◆ **Given records**:

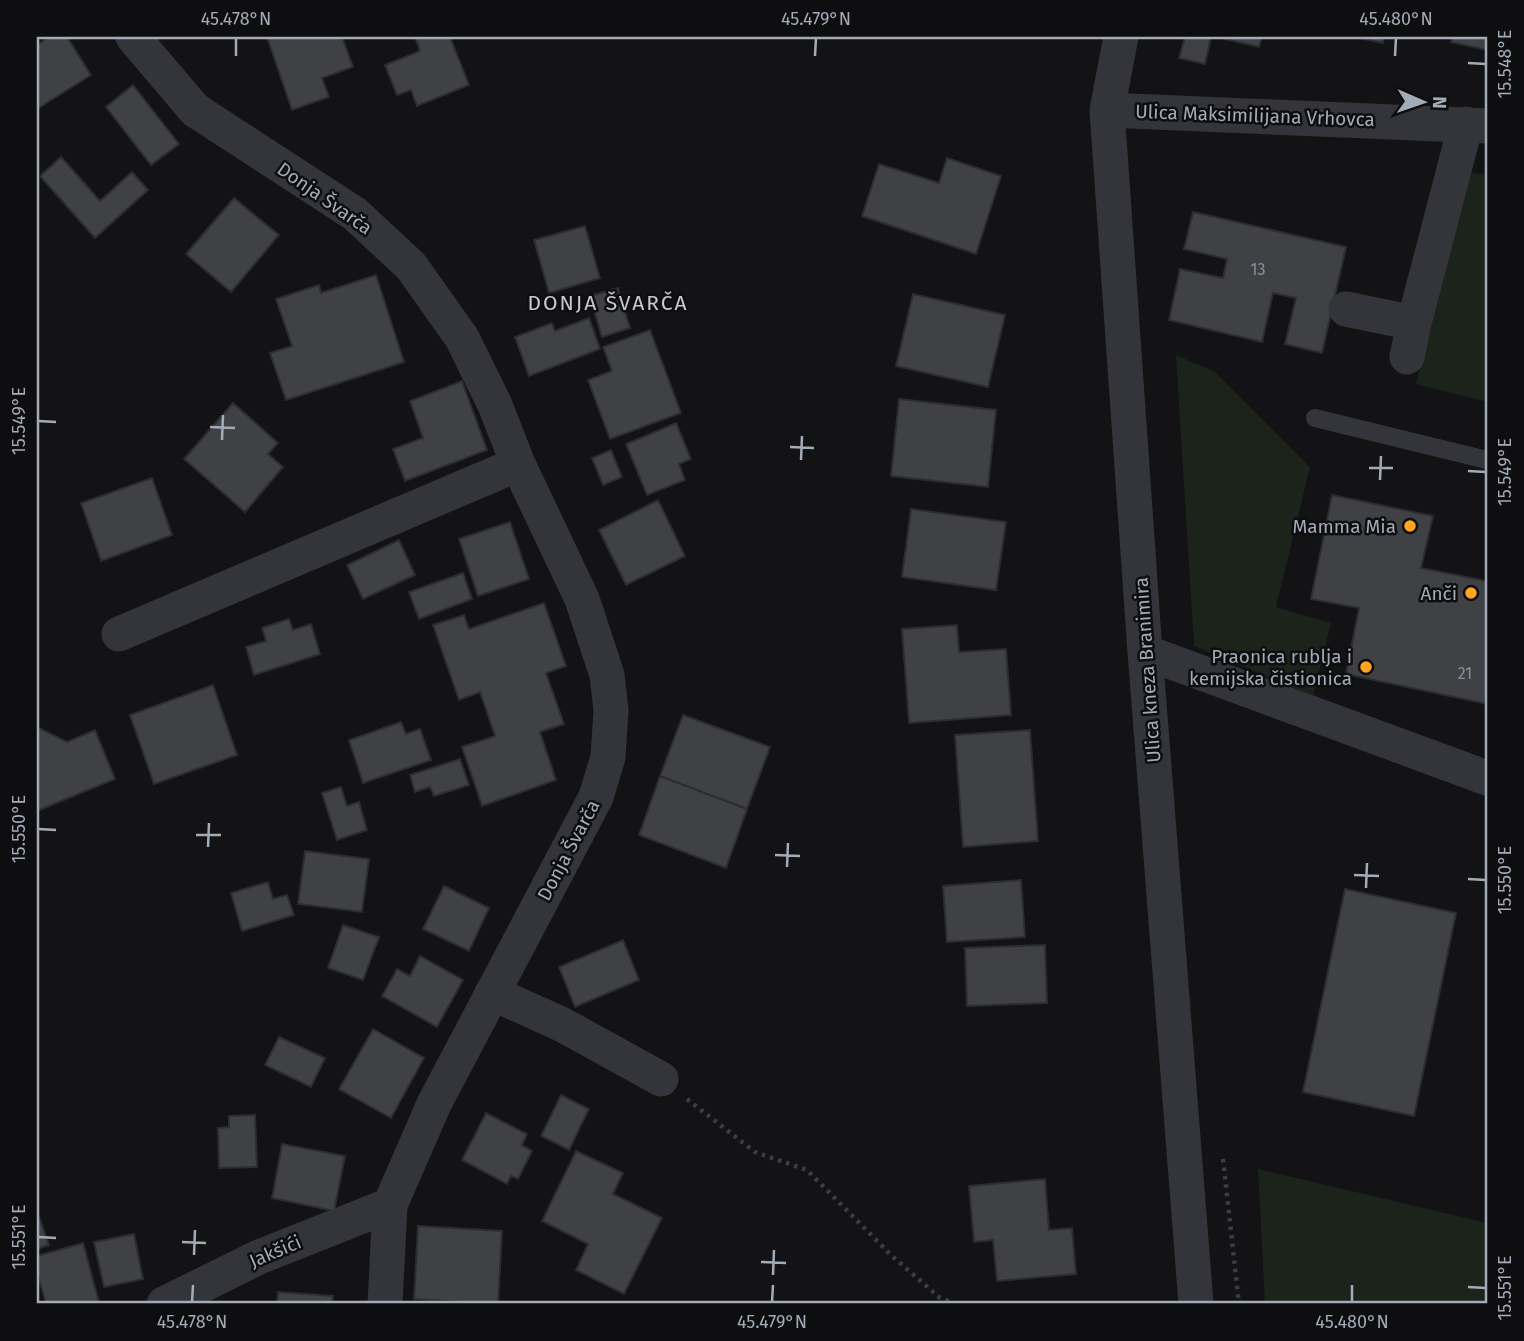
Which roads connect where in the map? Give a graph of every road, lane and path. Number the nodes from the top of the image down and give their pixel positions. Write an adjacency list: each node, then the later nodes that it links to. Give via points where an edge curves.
1 (133, 37): 10 (street, Donja Švarča, via 195,110 355,214 411,266 462,338)
2 (1121, 37): 3 (street, Ulica kneza Branimira)
3 (1107, 110): 4 (street, Ulica Maksimilijana Vrhovca); 12 (street, Ulica kneza Branimira)
4 (1477, 125): 6 (street)
5 (1346, 309): 6 (street)
6 (1414, 323): 7 (street)
7 (1407, 357)
8 (1315, 418): 9 (lane)
9 (1487, 460)
10 (518, 464): 11 (street); 14 (street, Donja Švarča, via 583,599 607,675 611,710 608,757 596,797)
11 (119, 634)
12 (1145, 652): 13 (street); 20 (street, Ulica kneza Branimira)
13 (1487, 778)
14 (492, 993): 15 (street); 16 (street, Donja Švarča, via 434,1104)
15 (662, 1079): 19 (path, via 755,1152 807,1170 891,1255 940,1298)
16 (390, 1205): 17 (street, Jakšići, via 259,1257); 18 (street, Donja Švarča)
17 (164, 1304)
18 (385, 1304)
19 (956, 1304)
20 (1196, 1304)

◆ **Exercise instructions**: Leave out the images and copy all remaining data word for word.

◆ **Response area**:
Which roads connect where in the map? Give a graph of every road, lane and path. Number the nodes from the top of the image down and give their pixel positions. Write an adjacency list: each node, then the later nodes that it links to. Give via points where an edge curves.
1 (133, 37): 10 (street, Donja Švarča, via 195,110 355,214 411,266 462,338)
2 (1121, 37): 3 (street, Ulica kneza Branimira)
3 (1107, 110): 4 (street, Ulica Maksimilijana Vrhovca); 12 (street, Ulica kneza Branimira)
4 (1477, 125): 6 (street)
5 (1346, 309): 6 (street)
6 (1414, 323): 7 (street)
7 (1407, 357)
8 (1315, 418): 9 (lane)
9 (1487, 460)
10 (518, 464): 11 (street); 14 (street, Donja Švarča, via 583,599 607,675 611,710 608,757 596,797)
11 (119, 634)
12 (1145, 652): 13 (street); 20 (street, Ulica kneza Branimira)
13 (1487, 778)
14 (492, 993): 15 (street); 16 (street, Donja Švarča, via 434,1104)
15 (662, 1079): 19 (path, via 755,1152 807,1170 891,1255 940,1298)
16 (390, 1205): 17 (street, Jakšići, via 259,1257); 18 (street, Donja Švarča)
17 (164, 1304)
18 (385, 1304)
19 (956, 1304)
20 (1196, 1304)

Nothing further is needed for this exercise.